SUPPLIED DATA:
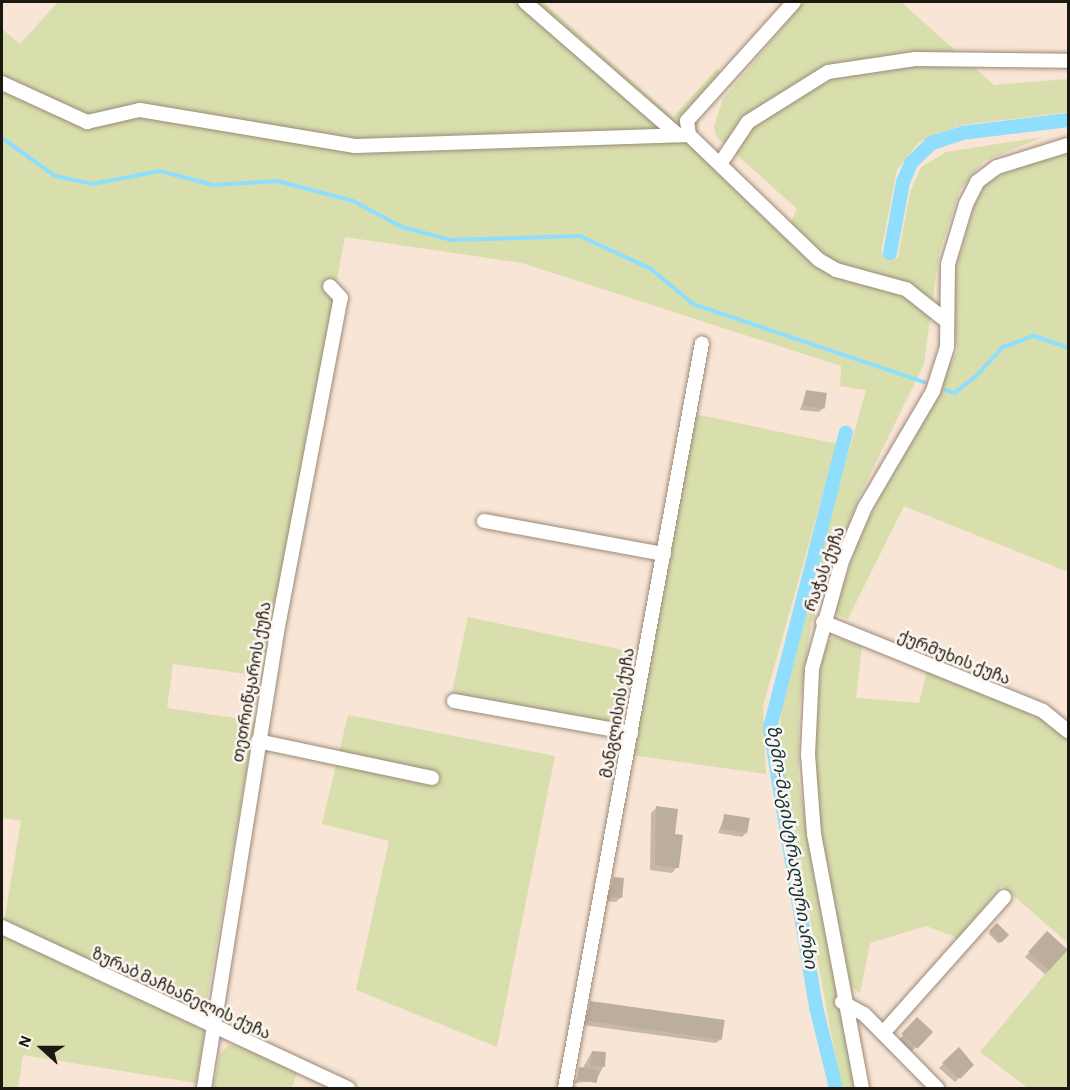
<!DOCTYPE html>
<html>
<head>
<meta charset="utf-8">
<style>
	body { margin:0 }
	#map { position:relative; width:1070px; height:1090px; overflow:hidden; background:#f8e5d5; font-family:"Alegreya Sans","Noto Sans Georgian",sans-serif }
	div>[style] { position:absolute }
	[style*='--x'] { left:calc(var(--x)*1px); top:calc(var(--y)*1px); width:calc(var(--w)*1px); rotate:calc(var(--a)*1deg) }
	.green>* { inset:0; background:#d8deac; transform-origin:0 0 }
	.shadow>* { inset:0; background:#0003; transform-origin:0 0 }
	.stream>* { height:4px; margin:-2px; padding:0 2px; transform-origin:2px; border-radius:2px; background:#8fdefd }
	.canal>* { height:14px; margin:-7px; padding:0 7px; transform-origin:7px; border-radius:7px; background:#8fdefd }
	.building>* { inset:0; background:#bcae9c; transform-origin:0 0 }
	.roads { filter:drop-shadow(0 0 2px #9a897a) drop-shadow(0 0 2px #9a897a) }
	.minor>* { height:14px; margin:-7px; padding:0 7px; transform-origin:7px; border-radius:7px; background:#fff }
	span { translate:-50% -50%; white-space:nowrap; text-align:center; line-height:1.15; -webkit-text-stroke:5px #fcf5ee; paint-order:stroke }
	.street-label { font-size:16px; color:#1d1711 }
	.water-label { font-size:18px; color:#0e3340; font-style:italic }
	.frame { position:absolute; inset:0; border:3px solid #1d1711; pointer-events:none }
	.north { position:absolute; left:12px; top:1018px; width:60px; height:60px; -webkit-text-stroke:4px #fcf5ee; paint-order:stroke; rotate:291deg; font-size:16px; font-weight:700; line-height:24px; text-align:center; color:#1d1711 }
	.north::after { content:''; display:block; margin:auto; width:21px; height:27px; background:#1d1711; clip-path:polygon(50% 0,100% 100%,50% 72%,0 100%) }
</style>
</head>
<body>
<div id="map">
	<div class="green">
		<div style="clip-path:polygon(58px 2px,543px 2px,673px 117px,718px 68px,721px 77px,701px 108px,695px 149px,788px 228px,797px 209px,716px 136px,714px 126px,723px 99px,804px 2px,901px 2px,994px 85px,1068px 79px,1068px 112px,962px 125px,919px 142px,897px 170px,881px 252px,898px 258px,910px 192px,921px 167px,946px 152px,1043px 137px,984px 161px,960px 190px,939px 254px,924px 364px,859px 497px,811px 624px,799px 710px,798px 777px,855px 1088px,842px 1088px,840px 1082px,779px 749px,783px 684px,866px 390px,840px 386px,841px 366px,522px 263px,345px 237px,262px 676px,173px 664px,167px 708px,255px 721px,204px 1016px,4px 922px,21px 821px,2px 818px,2px 29px,20px 44px)"></div>
		<div style="clip-path:polygon(1068px 154px,1068px 572px,904px 506px,848px 619px,838px 615px,835px 609px,860px 536px,958px 350px,950px 318px,956px 268px,975px 204px,986px 183px,1029px 160px)"></div>
		<div style="clip-path:polygon(695px 414px,837px 444px,763px 706px,766px 774px,631px 755px)"></div>
		<div style="left:468px;top:617px;width:172px;height:81px;rotate:12deg"></div>
		<div style="clip-path:polygon(834px 637px,862px 646px,856px 698px,919px 703px,927px 671px,1047px 719px,1068px 739px,1068px 943px,1002px 886px,958px 938px,926px 926px,870px 943px,860px 993px,851px 986px,820px 839px,814px 748px,820px 665px,826px 643px)"></div>
		<div style="clip-path:polygon(348px 715px,555px 756px,497px 1047px,356px 990px,389px 841px,322px 824px)"></div>
		<div style="clip-path:polygon(2px 932px,205px 1030px,196px 1083px,23px 1055px,18px 1088px,2px 1088px)"></div>
		<div style="clip-path:polygon(1068px 946px,1068px 1088px,1028px 1088px,980px 1052px)"></div>
		<div style="clip-path:polygon(229px 1045px,249px 1048px,297px 1072px,292px 1088px,213px 1088px,220px 1054px)"></div>
	</div>
	<div class="shadow">
		<div style="clip-path:polygon(806px 392px,823px 408px,819px 412px,800px 410px)"></div>
		<div style="clip-path:polygon(657px 807px,673px 835px,677px 867px,672px 873px,650px 870px,651px 813px)"></div>
		<div style="clip-path:polygon(725px 815px,746px 833px,742px 837px,718px 833px)"></div>
		<div style="clip-path:polygon(614px 878px,620px 898px,616px 902px,606px 901px)"></div>
		<div style="left:997px;top:925px;width:14px;height:12px;rotate:45deg"></div>
		<div style="clip-path:polygon(1047px 933px,1049px 970px,1045px 974px,1025px 957px)"></div>
		<div style="clip-path:polygon(591px 1003px,721px 1039px,716px 1043px,583px 1025px)"></div>
		<div style="clip-path:polygon(913px 1023px,931px 1032px,912px 1051px,899px 1040px)"></div>
		<div style="clip-path:polygon(959px 1049px,972px 1064px,955px 1082px,939px 1068px)"></div>
		<div style="clip-path:polygon(592px 1052px,603px 1067px,596px 1081px,574px 1083px)"></div>
	</div>
	<div class="stream">
		<div style="--x:2;--y:138;--w:65;--a:35.6"></div>
		<div style="--x:55;--y:176;--w:38;--a:12"></div>
		<div style="--x:92;--y:184;--w:69;--a:-10.8"></div>
		<div style="--x:160;--y:171;--w:55;--a:14.8"></div>
		<div style="--x:213;--y:185;--w:64;--a:-3.6"></div>
		<div style="--x:277;--y:181;--w:79;--a:14.7"></div>
		<div style="--x:353;--y:201;--w:55;--a:28"></div>
		<div style="--x:402;--y:227;--w:51;--a:14.9"></div>
		<div style="--x:451;--y:240;--w:129;--a:-1.8"></div>
		<div style="--x:580;--y:236;--w:78;--a:24.9"></div>
		<div style="--x:651;--y:269;--w:55;--a:39.8"></div>
		<div style="--x:693;--y:304;--w:244;--a:18.7"></div>
		<div style="--x:946;--y:390;--w:9;--a:21"></div>
		<div style="--x:954;--y:393;--w:25;--a:-37"></div>
		<div style="--x:974;--y:378;--w:42;--a:-46.9"></div>
		<div style="--x:1003;--y:347;--w:33;--a:-20"></div>
		<div style="--x:1034;--y:336;--w:36;--a:19"></div>
	</div>
	<div class="canal">
		<div style="--x:890;--y:253;--w:72;--a:-79.6"></div>
		<div style="--x:903;--y:182;--w:21;--a:-67"></div>
		<div style="--x:911;--y:163;--w:29;--a:-44"></div>
		<div style="--x:932;--y:143;--w:32;--a:-18"></div>
		<div style="--x:962;--y:133;--w:107;--a:-7"></div>
		<div style="--x:836;--y:1088;--w:83;--a:-103.9"></div>
		<div style="--x:816;--y:1007;--w:283;--a:-99.4"></div>
		<div style="--x:770;--y:728;--w:305;--a:-75.6"></div>
	</div>
	<div class="building">
		<div style="left:806px;top:390px;width:21px;height:16px;rotate:8deg"></div>
		<div style="clip-path:polygon(656px 806px,678px 809px,675px 834px,683px 835px,679px 868px,655px 865px)"></div>
		<div style="left:724px;top:814px;width:26px;height:15px;rotate:9deg"></div>
		<div style="left:613px;top:877px;width:11px;height:20px;rotate:5deg"></div>
		<div style="left:997px;top:923px;width:17px;height:11px;rotate:45deg"></div>
		<div style="left:1047px;top:931px;width:28px;height:28px;rotate:42deg"></div>
		<div style="left:590px;top:1001px;width:136px;height:20px;rotate:8deg"></div>
		<div style="left:917px;top:1017px;width:22px;height:23px;rotate:43deg"></div>
		<div style="clip-path:polygon(959px 1047px,974px 1065px,960px 1079px,942px 1063px)"></div>
		<div style="left:592px;top:1051px;width:14px;height:15px;rotate:4deg"></div>
		<div style="left:579px;top:1067px;width:20px;height:13px;rotate:9deg"></div>
	</div>
	<div class="roads">
		<div class="minor">
			<div style="--x:525;--y:2;--w:203;--a:41"></div>
			<div style="--x:794;--y:2;--w:160;--a:132"></div>
			<div style="--x:687;--y:121;--w:14;--a:82"></div>
			<div style="--x:689;--y:135;--w:180;--a:43.9"></div>
			<div style="--x:819;--y:260;--w:20;--a:30"></div>
			<div style="--x:836;--y:270;--w:73;--a:15.2"></div>
			<div style="--x:906;--y:289;--w:48;--a:38.3"></div>
			<div style="--x:2;--y:83;--w:94;--a:24.6"></div>
			<div style="--x:87;--y:122;--w:54;--a:-12.8"></div>
			<div style="--x:140;--y:110;--w:218;--a:9.5"></div>
			<div style="--x:355;--y:146;--w:334;--a:-1.9"></div>
			<div style="--x:720;--y:164;--w:50;--a:-56.3"></div>
			<div style="--x:748;--y:122;--w:94;--a:-32"></div>
			<div style="--x:828;--y:72;--w:88;--a:-8.5"></div>
			<div style="--x:915;--y:59;--w:153;--a:0.7"></div>
			<div style="--x:484;--y:521;--w:183;--a:10.4"></div>
			<div style="--x:823;--y:622;--w:237;--a:22"></div>
			<div style="--x:1043;--y:711;--w:32;--a:39"></div>
			<div style="--x:454;--y:701;--w:180;--a:10.2"></div>
			<div style="--x:258;--y:741;--w:178;--a:12"></div>
			<div style="--x:2;--y:927;--w:382;--a:25"></div>
			<div style="--x:842;--y:1002;--w:25;--a:29"></div>
			<div style="--x:864;--y:1014;--w:104;--a:45.4"></div>
			<div style="--x:883;--y:1033;--w:182;--a:-48.3"></div>
			<div style="--x:204;--y:1088;--w:462;--a:-80.9"></div>
			<div style="--x:277;--y:632;--w:340;--a:-79.2"></div>
			<div style="--x:341;--y:298;--w:16;--a:-133"></div>
			<div style="--x:565;--y:1088;--w:757;--a:-79.58"></div>
			<div style="--x:862;--y:1088;--w:258;--a:-100.7"></div>
			<div style="--x:814;--y:834;--w:79;--a:-94.3"></div>
			<div style="--x:808;--y:755;--w:86;--a:-87.3"></div>
			<div style="--x:812;--y:669;--w:112;--a:-74.5"></div>
			<div style="--x:842;--y:561;--w:59;--a:-66.9"></div>
			<div style="--x:865;--y:507;--w:134;--a:-59.6"></div>
			<div style="--x:933;--y:391;--w:46;--a:-72.3"></div>
			<div style="--x:947;--y:347;--w:83;--a:-89.3"></div>
			<div style="--x:948;--y:264;--w:63;--a:-73.3"></div>
			<div style="--x:966;--y:204;--w:25;--a:-63"></div>
			<div style="--x:977;--y:182;--w:25;--a:-37"></div>
			<div style="--x:997;--y:167;--w:74;--a:-17.2"></div>
		</div>
	</div>
	<div class="street-label">
		<span style="left:825px;top:569px;rotate:-70deg">რაჭას ქუჩა</span>
		<span style="left:954px;top:658px;rotate:22deg">ქურმუხის ქუჩა</span>
		<span style="left:252px;top:682px;rotate:-80deg">თეთრიწყაროს ქუჩა</span>
		<span style="left:618px;top:713px;rotate:-80deg">მანგლისის ქუჩა</span>
		<span style="left:181px;top:994px;rotate:25deg">ზურაბ მაჩხანელის ქუჩა</span>
	</div>
	<div class="water-label">
		<span style="left:791px;top:847px;rotate:81deg">ზემო-მაგისტრალური არხი</span>
	</div>
	<div class="frame"></div>
	<div class="north">N</div>
</div>
</body>
</html>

EXERCISE:
Taking the records above as input, show every line in which the word "ქუჩა" is present.

RESPONSE TO THIS TASK:
		<span style="left:825px;top:569px;rotate:-70deg">რაჭას ქუჩა</span>
		<span style="left:954px;top:658px;rotate:22deg">ქურმუხის ქუჩა</span>
		<span style="left:252px;top:682px;rotate:-80deg">თეთრიწყაროს ქუჩა</span>
		<span style="left:618px;top:713px;rotate:-80deg">მანგლისის ქუჩა</span>
		<span style="left:181px;top:994px;rotate:25deg">ზურაბ მაჩხანელის ქუჩა</span>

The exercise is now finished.